• [WORK REQUIRED]: For each line in the records that contains "then", make a copy.

• [GIVEN INFORMATION]:
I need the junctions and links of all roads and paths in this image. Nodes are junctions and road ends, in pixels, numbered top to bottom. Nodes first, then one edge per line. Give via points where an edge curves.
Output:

==

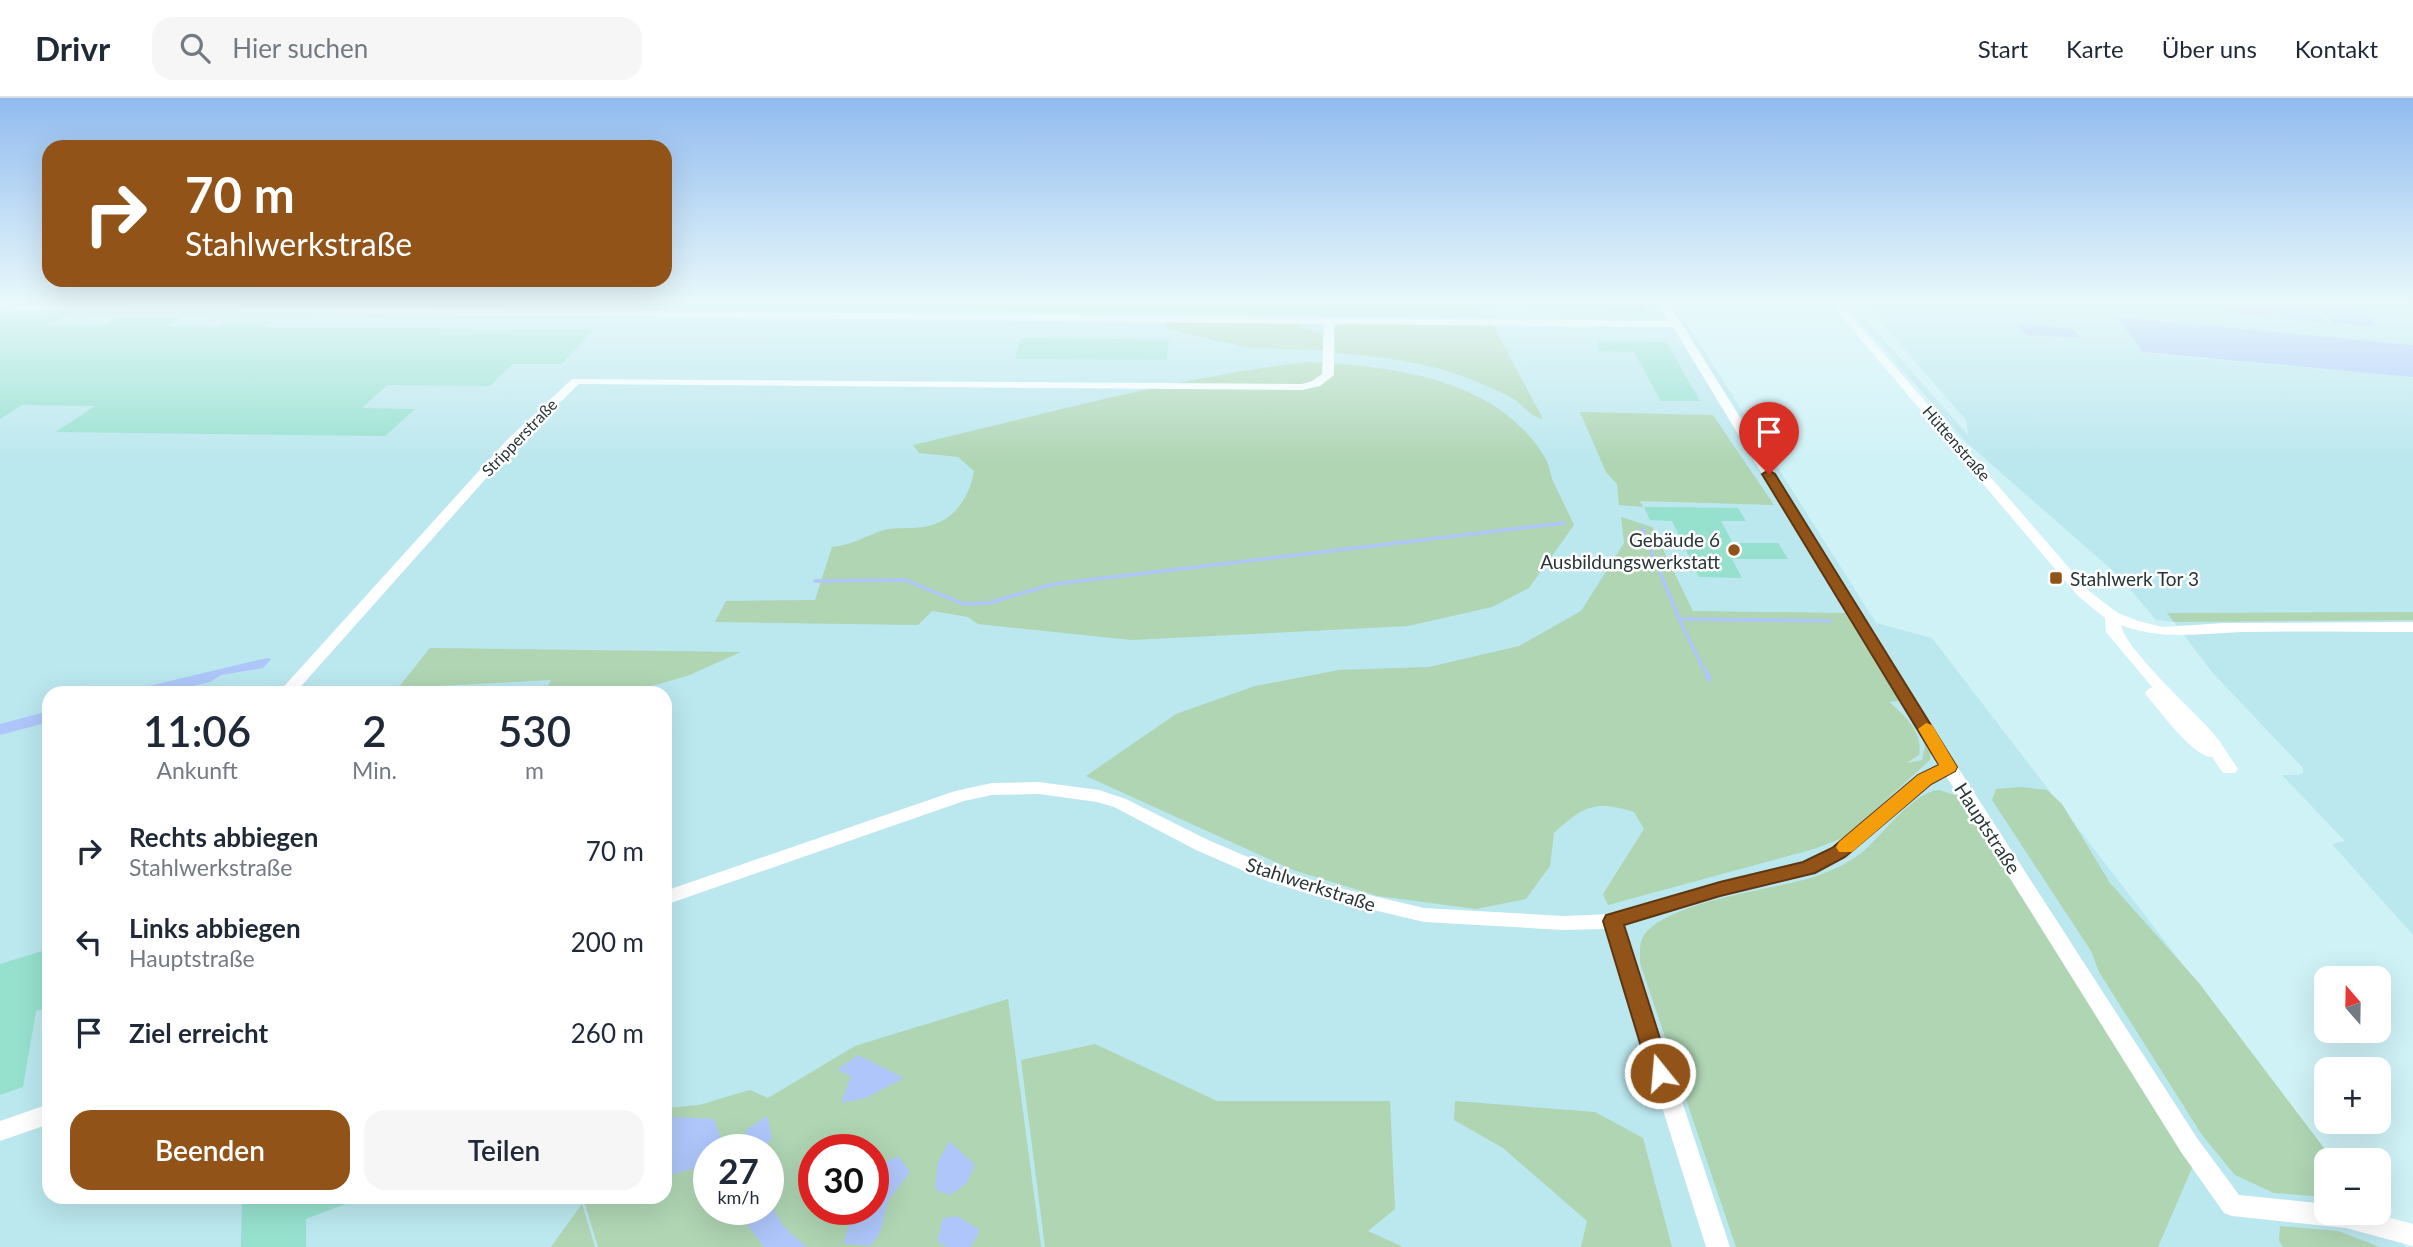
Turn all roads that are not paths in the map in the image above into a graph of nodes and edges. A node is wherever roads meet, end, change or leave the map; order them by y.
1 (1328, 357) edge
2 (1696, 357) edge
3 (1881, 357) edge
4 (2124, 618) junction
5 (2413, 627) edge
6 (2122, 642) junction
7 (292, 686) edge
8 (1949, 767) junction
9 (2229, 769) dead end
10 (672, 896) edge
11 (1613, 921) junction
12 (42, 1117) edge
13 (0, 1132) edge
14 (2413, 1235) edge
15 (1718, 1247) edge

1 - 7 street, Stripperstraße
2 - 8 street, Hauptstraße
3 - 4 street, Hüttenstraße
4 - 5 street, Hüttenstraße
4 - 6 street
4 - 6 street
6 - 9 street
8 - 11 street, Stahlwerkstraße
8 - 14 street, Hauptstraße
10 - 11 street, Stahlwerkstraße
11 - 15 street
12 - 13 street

--

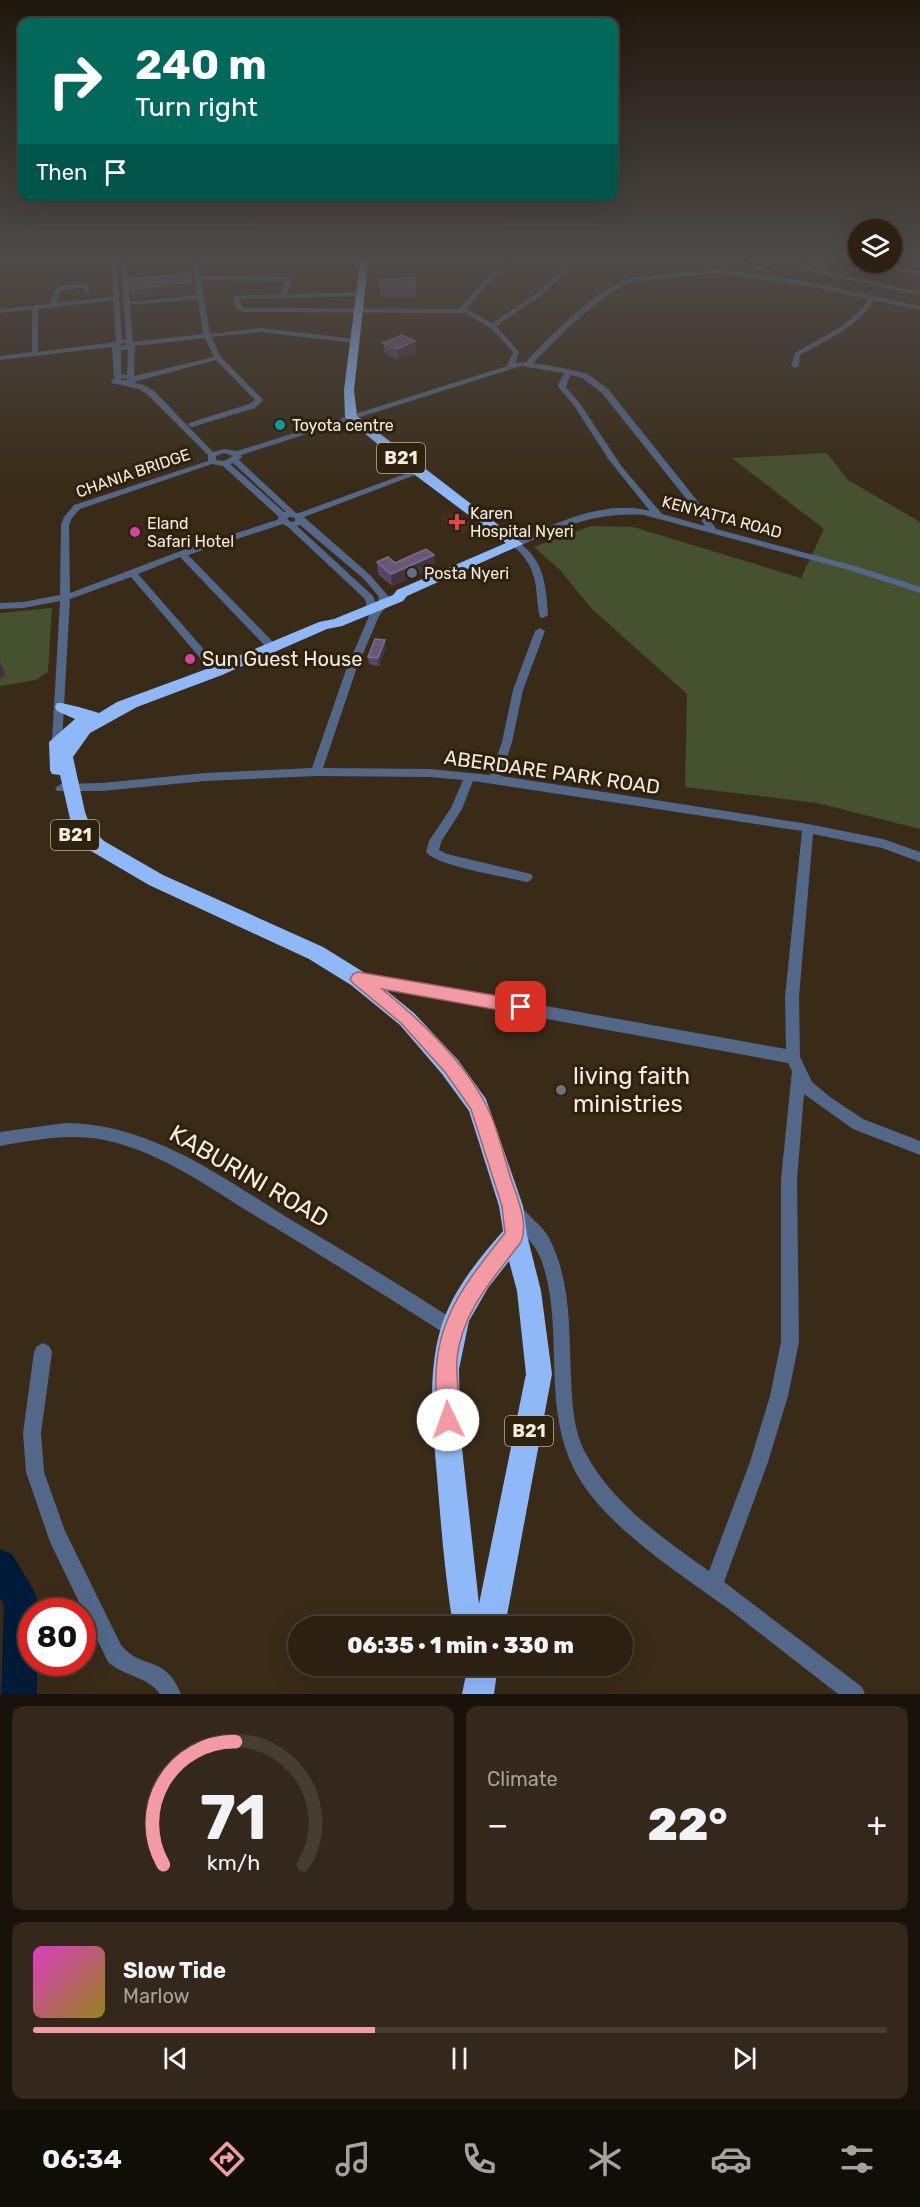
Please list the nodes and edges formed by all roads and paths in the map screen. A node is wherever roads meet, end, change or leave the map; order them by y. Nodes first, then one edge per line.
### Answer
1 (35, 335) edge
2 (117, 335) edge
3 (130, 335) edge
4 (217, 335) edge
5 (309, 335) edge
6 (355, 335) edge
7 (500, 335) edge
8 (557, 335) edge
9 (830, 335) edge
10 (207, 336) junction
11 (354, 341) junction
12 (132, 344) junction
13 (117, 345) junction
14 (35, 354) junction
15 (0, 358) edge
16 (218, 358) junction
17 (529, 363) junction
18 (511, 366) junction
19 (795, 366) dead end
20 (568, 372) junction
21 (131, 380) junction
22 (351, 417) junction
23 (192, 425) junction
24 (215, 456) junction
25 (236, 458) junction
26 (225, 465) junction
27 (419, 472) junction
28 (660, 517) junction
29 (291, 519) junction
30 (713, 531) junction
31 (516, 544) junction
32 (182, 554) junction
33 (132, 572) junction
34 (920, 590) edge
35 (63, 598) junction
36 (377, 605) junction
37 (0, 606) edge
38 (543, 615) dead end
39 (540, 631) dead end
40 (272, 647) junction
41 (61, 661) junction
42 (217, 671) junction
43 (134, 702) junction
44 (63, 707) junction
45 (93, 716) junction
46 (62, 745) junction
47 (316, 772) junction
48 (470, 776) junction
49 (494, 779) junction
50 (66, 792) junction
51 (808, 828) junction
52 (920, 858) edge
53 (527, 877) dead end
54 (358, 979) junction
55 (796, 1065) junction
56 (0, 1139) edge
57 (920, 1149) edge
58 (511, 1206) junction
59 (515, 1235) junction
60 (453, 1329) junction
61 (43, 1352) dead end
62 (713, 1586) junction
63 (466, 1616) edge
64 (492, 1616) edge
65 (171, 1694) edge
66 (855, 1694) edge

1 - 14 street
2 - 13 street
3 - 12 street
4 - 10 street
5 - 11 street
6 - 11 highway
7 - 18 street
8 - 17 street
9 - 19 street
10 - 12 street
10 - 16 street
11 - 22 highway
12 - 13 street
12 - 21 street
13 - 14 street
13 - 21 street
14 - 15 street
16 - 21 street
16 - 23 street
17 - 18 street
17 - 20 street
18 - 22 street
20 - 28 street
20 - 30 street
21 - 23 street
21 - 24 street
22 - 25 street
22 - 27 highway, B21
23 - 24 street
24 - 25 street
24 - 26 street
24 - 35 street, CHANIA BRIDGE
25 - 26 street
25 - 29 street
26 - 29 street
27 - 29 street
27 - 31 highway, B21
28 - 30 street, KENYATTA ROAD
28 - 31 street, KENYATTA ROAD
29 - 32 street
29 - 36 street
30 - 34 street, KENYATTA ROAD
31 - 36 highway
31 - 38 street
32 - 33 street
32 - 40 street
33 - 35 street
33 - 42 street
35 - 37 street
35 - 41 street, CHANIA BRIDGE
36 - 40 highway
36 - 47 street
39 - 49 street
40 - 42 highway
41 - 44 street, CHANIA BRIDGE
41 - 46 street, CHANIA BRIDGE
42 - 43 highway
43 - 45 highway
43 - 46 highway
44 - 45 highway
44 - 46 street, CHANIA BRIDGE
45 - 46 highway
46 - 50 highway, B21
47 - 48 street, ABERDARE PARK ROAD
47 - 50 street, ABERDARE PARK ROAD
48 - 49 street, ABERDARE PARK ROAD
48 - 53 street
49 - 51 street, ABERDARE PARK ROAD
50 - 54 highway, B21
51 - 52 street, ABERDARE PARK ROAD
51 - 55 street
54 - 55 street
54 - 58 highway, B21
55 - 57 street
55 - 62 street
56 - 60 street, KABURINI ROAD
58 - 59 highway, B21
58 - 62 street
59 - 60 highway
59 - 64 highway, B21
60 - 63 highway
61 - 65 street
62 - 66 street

• [RESULT OF THE TASK]:
I need the junctions and links of all roads and paths in this image. Nodes are junctions and road ends, in pixels, numbered top to bottom. Nodes first, then one edge per line. Give via points where an edge curves.
Please list the nodes and edges formed by all roads and paths in the map screen. A node is wherever roads meet, end, change or leave the map; order them by y. Nodes first, then one edge per line.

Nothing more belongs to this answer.